_TASK BRIEF_: Please count how many lines below contain the word "image" and reply with only that number.

_DATA TO EXAMINE_:
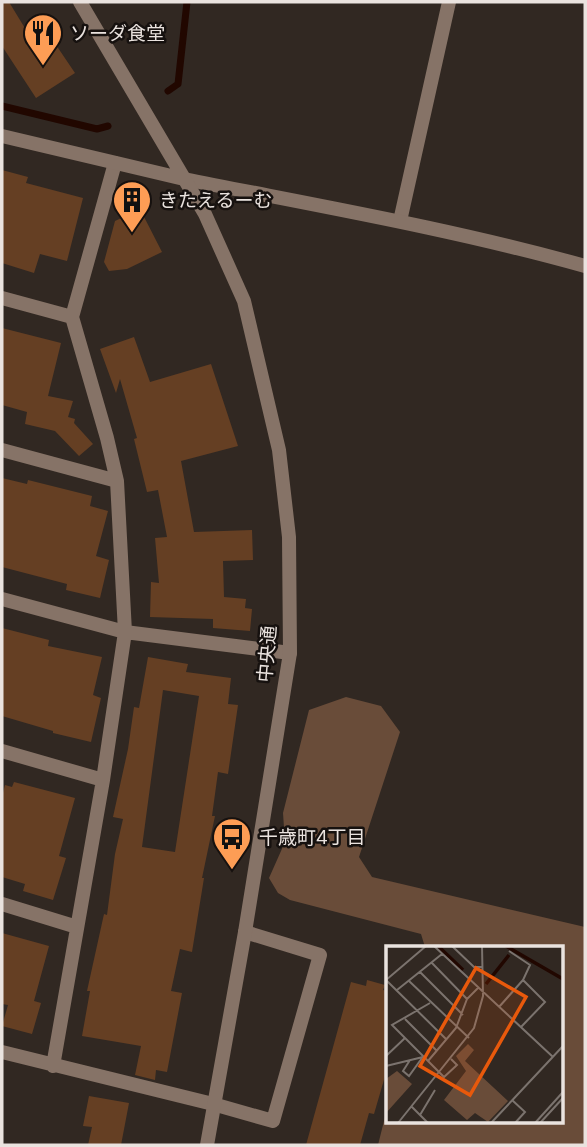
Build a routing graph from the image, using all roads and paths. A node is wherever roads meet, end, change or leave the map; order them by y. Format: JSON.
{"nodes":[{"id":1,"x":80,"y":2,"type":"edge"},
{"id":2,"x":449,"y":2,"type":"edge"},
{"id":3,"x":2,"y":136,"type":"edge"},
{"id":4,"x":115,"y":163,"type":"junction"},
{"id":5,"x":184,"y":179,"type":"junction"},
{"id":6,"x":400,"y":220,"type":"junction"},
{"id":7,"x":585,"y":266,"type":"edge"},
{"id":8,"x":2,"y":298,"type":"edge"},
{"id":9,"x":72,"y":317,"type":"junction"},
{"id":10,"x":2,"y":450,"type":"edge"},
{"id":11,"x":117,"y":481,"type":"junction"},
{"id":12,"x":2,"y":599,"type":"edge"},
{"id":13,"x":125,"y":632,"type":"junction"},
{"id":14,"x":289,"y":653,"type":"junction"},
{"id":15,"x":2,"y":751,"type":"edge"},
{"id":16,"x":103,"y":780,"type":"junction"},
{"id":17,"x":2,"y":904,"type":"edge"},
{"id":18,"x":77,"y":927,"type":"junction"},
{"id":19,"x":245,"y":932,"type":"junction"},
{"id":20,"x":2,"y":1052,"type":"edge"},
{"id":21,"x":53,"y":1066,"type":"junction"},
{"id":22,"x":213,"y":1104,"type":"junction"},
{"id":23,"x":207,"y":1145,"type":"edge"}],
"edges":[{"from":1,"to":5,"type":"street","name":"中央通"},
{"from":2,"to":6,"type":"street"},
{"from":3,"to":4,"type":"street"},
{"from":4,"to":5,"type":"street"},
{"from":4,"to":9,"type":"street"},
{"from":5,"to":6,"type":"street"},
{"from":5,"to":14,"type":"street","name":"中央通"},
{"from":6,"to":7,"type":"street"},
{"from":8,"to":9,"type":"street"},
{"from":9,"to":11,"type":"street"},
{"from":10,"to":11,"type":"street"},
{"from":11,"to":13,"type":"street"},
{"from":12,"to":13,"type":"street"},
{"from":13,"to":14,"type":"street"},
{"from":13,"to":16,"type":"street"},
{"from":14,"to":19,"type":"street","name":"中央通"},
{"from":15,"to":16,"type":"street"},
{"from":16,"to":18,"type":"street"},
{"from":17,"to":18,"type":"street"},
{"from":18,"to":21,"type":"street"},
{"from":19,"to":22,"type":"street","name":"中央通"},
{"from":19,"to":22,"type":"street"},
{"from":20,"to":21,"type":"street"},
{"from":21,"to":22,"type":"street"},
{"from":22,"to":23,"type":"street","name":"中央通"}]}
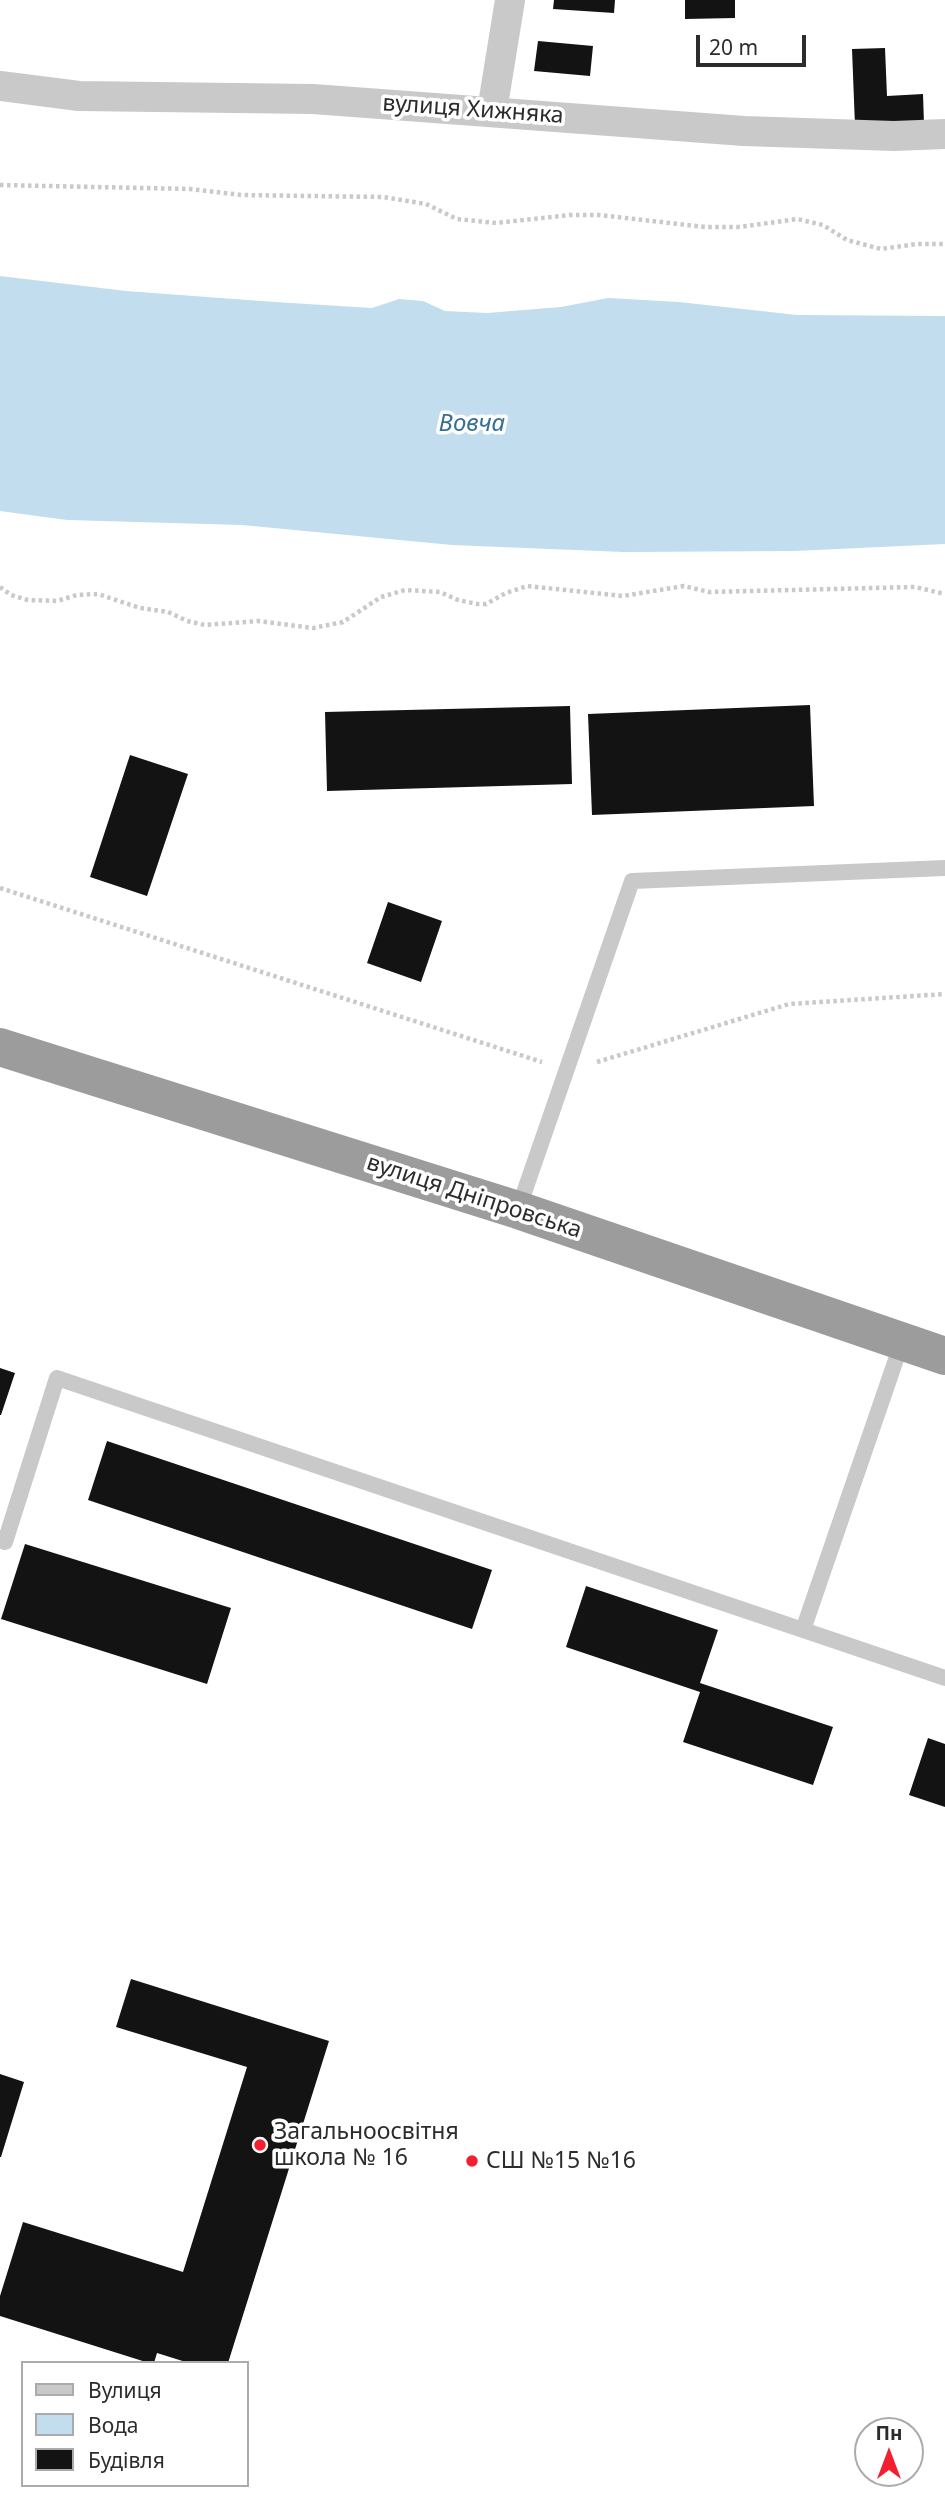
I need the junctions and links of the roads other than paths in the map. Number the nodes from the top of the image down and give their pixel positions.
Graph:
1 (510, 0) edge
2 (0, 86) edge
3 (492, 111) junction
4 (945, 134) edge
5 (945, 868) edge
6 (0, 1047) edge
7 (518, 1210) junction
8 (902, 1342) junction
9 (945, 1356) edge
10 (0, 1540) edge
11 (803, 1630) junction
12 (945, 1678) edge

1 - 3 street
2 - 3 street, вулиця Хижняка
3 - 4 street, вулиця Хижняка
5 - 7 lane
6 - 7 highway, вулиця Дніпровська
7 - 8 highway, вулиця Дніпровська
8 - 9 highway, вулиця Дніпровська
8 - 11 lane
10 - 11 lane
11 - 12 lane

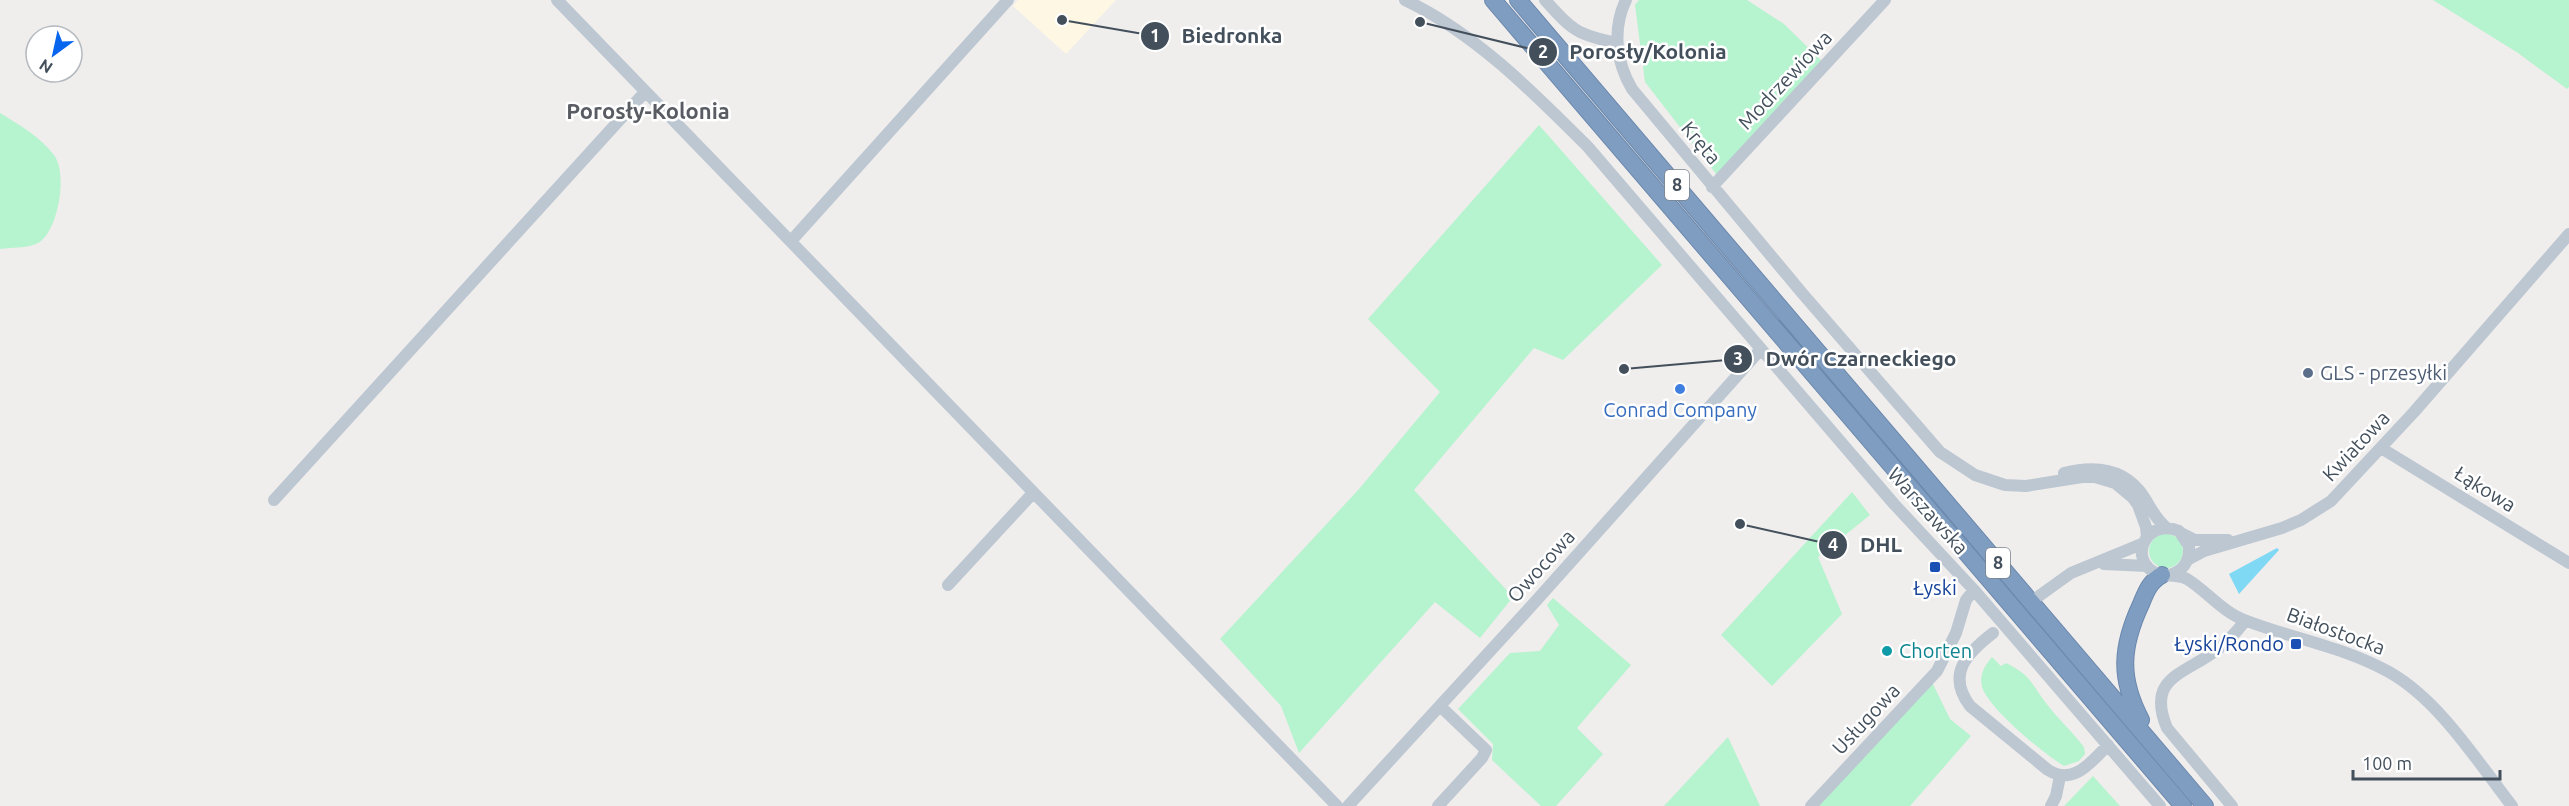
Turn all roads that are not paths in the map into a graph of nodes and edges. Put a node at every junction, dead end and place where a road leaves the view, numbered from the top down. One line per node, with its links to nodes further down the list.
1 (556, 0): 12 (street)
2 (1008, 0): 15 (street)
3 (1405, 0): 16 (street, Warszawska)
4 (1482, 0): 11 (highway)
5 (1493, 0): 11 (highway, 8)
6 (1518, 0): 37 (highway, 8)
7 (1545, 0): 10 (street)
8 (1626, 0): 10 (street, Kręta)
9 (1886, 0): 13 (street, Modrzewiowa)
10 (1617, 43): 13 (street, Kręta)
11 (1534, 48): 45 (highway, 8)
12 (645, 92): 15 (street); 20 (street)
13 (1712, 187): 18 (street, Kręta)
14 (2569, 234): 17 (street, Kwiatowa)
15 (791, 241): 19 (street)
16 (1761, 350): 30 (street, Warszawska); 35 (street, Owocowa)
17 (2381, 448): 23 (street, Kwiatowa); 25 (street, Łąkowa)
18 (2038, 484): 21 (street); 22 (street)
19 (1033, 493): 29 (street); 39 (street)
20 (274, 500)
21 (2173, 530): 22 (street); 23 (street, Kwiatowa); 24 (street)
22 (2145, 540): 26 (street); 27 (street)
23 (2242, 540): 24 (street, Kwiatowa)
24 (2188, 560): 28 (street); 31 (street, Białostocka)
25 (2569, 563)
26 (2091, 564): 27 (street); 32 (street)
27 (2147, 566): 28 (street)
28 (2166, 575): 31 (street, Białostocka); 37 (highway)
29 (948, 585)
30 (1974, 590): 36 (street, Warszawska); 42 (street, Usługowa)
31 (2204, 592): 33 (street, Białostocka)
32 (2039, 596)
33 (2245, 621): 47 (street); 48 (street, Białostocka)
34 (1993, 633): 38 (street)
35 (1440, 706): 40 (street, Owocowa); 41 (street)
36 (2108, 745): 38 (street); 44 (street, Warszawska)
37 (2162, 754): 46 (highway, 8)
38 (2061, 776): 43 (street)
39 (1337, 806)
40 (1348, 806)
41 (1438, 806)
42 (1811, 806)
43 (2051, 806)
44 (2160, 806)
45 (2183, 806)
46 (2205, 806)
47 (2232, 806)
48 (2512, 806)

_WRITTEN RESPONSE_: 2